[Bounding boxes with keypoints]

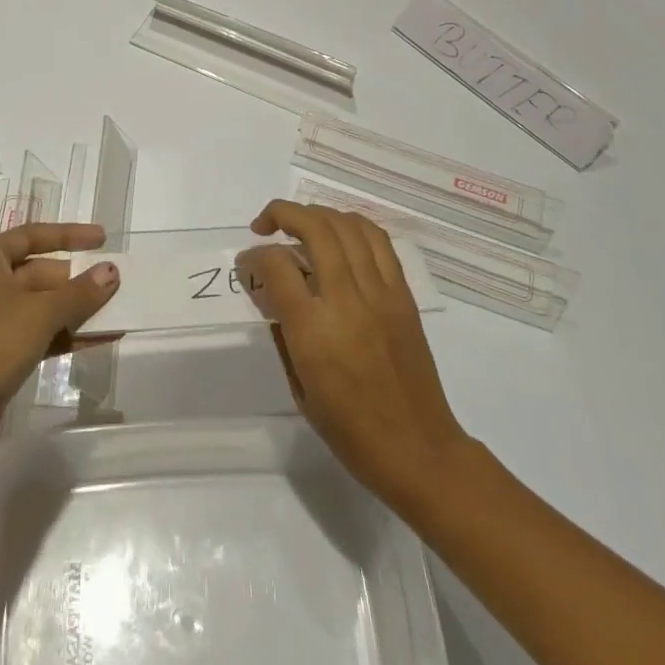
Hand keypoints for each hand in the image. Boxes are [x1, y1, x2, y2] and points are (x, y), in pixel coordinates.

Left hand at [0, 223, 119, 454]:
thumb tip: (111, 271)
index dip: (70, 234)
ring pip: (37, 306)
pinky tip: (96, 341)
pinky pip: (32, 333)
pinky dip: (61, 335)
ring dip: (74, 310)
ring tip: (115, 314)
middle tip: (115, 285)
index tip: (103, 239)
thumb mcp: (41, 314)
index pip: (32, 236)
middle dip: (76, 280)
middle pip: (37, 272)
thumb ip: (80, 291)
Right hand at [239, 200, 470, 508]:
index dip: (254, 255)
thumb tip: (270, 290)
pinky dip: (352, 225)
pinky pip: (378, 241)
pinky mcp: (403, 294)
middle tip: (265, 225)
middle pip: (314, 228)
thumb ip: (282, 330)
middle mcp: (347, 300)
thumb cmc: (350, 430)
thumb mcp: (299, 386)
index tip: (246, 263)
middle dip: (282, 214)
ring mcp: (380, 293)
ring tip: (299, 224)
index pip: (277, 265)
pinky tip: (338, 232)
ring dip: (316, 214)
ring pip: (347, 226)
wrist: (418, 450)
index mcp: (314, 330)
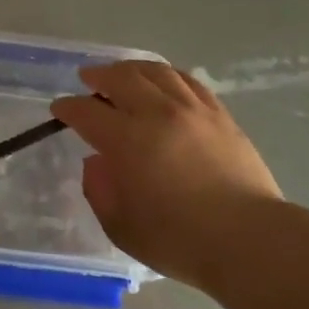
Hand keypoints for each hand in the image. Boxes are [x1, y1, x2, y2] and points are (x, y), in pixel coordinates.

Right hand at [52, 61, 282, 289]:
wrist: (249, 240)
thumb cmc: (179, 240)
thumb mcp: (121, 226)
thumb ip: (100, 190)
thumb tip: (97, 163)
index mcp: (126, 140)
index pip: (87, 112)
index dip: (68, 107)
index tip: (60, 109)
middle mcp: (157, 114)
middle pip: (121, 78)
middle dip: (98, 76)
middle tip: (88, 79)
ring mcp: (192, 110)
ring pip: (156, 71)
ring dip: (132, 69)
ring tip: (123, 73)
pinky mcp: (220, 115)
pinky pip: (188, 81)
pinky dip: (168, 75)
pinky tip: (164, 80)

WHAT NEEDS TO BE DONE: Copy the entries above verbatim. Pictures do not belong in the copy.

SOLUTION TO THIS PROBLEM:
Hand keypoints for each hand in the image. Boxes are [x1, y1, x2, y2] and points are (x, y), in pixel coordinates.

Left hand at [0, 223, 119, 454]:
thumb tip: (111, 271)
index dip: (70, 234)
ring pip: (37, 306)
pinky tip: (96, 341)
pinky pip: (32, 333)
pinky dip: (61, 335)
ring dip: (74, 310)
ring tip: (115, 314)
middle tip: (115, 285)
index tip: (103, 239)
thumb mcp: (41, 314)
index pip: (32, 236)
middle dip: (76, 280)
middle pip: (37, 272)
thumb ip: (80, 291)
Right hand at [239, 200, 470, 508]:
index dip: (254, 255)
thumb tip: (270, 290)
pinky dip: (352, 225)
pinky pip: (378, 241)
pinky mcp: (403, 294)
middle tip: (265, 225)
middle pip: (314, 228)
thumb ip: (282, 330)
middle mcp: (347, 300)
thumb cmc: (350, 430)
thumb mcp: (299, 386)
index tip: (246, 263)
middle dip: (282, 214)
ring mcp: (380, 293)
ring tip: (299, 224)
index pip: (277, 265)
pinky tip: (338, 232)
ring dip: (316, 214)
ring pip: (347, 226)
wrist: (418, 450)
index mcp: (314, 330)
Hand keypoints for each hand in the image. Boxes are [x1, y1, x2, y2] and points are (x, y), in pixel coordinates.

Right hand at [52, 61, 282, 289]:
wrist: (249, 240)
thumb cmc: (179, 240)
thumb mcp: (121, 226)
thumb ip: (100, 190)
thumb tip: (97, 163)
index mcp: (126, 140)
index pip: (87, 112)
index dip: (68, 107)
index tip: (60, 109)
middle mcp: (157, 114)
middle pip: (121, 78)
middle dip: (98, 76)
middle tip: (88, 79)
ring mcp: (192, 110)
ring pip: (156, 71)
ring dip: (132, 69)
ring tip: (123, 73)
pinky mcp: (220, 115)
pinky pip: (188, 81)
pinky dip: (168, 75)
pinky tip: (164, 80)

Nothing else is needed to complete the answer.